The task: Copy every record exactly as it appears in the data below.

Records for this task:
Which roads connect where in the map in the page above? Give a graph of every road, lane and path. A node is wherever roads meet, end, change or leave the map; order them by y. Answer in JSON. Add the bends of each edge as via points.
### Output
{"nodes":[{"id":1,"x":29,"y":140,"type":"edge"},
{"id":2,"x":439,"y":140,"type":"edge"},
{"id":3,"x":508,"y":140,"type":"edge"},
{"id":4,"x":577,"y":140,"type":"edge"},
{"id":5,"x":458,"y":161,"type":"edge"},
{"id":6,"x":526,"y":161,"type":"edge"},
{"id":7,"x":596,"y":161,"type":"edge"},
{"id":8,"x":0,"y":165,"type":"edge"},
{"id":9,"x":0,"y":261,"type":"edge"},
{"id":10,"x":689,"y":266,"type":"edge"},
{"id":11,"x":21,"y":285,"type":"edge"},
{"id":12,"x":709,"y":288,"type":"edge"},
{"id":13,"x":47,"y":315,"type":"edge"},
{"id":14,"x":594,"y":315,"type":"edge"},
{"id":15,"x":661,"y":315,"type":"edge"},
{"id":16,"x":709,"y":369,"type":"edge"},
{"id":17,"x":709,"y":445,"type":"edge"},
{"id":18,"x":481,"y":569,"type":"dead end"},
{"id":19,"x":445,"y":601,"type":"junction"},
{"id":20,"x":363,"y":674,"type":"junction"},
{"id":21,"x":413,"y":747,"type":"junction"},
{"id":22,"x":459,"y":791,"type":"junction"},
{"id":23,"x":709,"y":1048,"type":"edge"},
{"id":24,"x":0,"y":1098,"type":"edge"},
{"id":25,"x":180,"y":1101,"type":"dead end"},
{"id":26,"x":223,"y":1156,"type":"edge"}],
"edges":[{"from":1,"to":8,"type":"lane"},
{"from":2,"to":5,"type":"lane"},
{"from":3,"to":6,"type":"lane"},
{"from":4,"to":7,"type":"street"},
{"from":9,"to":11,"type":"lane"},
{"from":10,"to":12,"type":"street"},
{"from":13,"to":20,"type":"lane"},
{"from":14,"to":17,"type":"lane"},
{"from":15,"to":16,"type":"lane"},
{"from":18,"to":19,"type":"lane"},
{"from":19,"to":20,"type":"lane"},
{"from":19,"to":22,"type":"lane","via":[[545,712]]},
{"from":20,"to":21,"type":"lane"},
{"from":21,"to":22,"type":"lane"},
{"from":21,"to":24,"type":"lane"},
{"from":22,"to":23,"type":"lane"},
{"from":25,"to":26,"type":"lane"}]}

Response to the exercise:
Which roads connect where in the map in the page above? Give a graph of every road, lane and path. A node is wherever roads meet, end, change or leave the map; order them by y. Answer in JSON. Add the bends of each edge as via points.
### Output
{"nodes":[{"id":1,"x":29,"y":140,"type":"edge"},
{"id":2,"x":439,"y":140,"type":"edge"},
{"id":3,"x":508,"y":140,"type":"edge"},
{"id":4,"x":577,"y":140,"type":"edge"},
{"id":5,"x":458,"y":161,"type":"edge"},
{"id":6,"x":526,"y":161,"type":"edge"},
{"id":7,"x":596,"y":161,"type":"edge"},
{"id":8,"x":0,"y":165,"type":"edge"},
{"id":9,"x":0,"y":261,"type":"edge"},
{"id":10,"x":689,"y":266,"type":"edge"},
{"id":11,"x":21,"y":285,"type":"edge"},
{"id":12,"x":709,"y":288,"type":"edge"},
{"id":13,"x":47,"y":315,"type":"edge"},
{"id":14,"x":594,"y":315,"type":"edge"},
{"id":15,"x":661,"y":315,"type":"edge"},
{"id":16,"x":709,"y":369,"type":"edge"},
{"id":17,"x":709,"y":445,"type":"edge"},
{"id":18,"x":481,"y":569,"type":"dead end"},
{"id":19,"x":445,"y":601,"type":"junction"},
{"id":20,"x":363,"y":674,"type":"junction"},
{"id":21,"x":413,"y":747,"type":"junction"},
{"id":22,"x":459,"y":791,"type":"junction"},
{"id":23,"x":709,"y":1048,"type":"edge"},
{"id":24,"x":0,"y":1098,"type":"edge"},
{"id":25,"x":180,"y":1101,"type":"dead end"},
{"id":26,"x":223,"y":1156,"type":"edge"}],
"edges":[{"from":1,"to":8,"type":"lane"},
{"from":2,"to":5,"type":"lane"},
{"from":3,"to":6,"type":"lane"},
{"from":4,"to":7,"type":"street"},
{"from":9,"to":11,"type":"lane"},
{"from":10,"to":12,"type":"street"},
{"from":13,"to":20,"type":"lane"},
{"from":14,"to":17,"type":"lane"},
{"from":15,"to":16,"type":"lane"},
{"from":18,"to":19,"type":"lane"},
{"from":19,"to":20,"type":"lane"},
{"from":19,"to":22,"type":"lane","via":[[545,712]]},
{"from":20,"to":21,"type":"lane"},
{"from":21,"to":22,"type":"lane"},
{"from":21,"to":24,"type":"lane"},
{"from":22,"to":23,"type":"lane"},
{"from":25,"to":26,"type":"lane"}]}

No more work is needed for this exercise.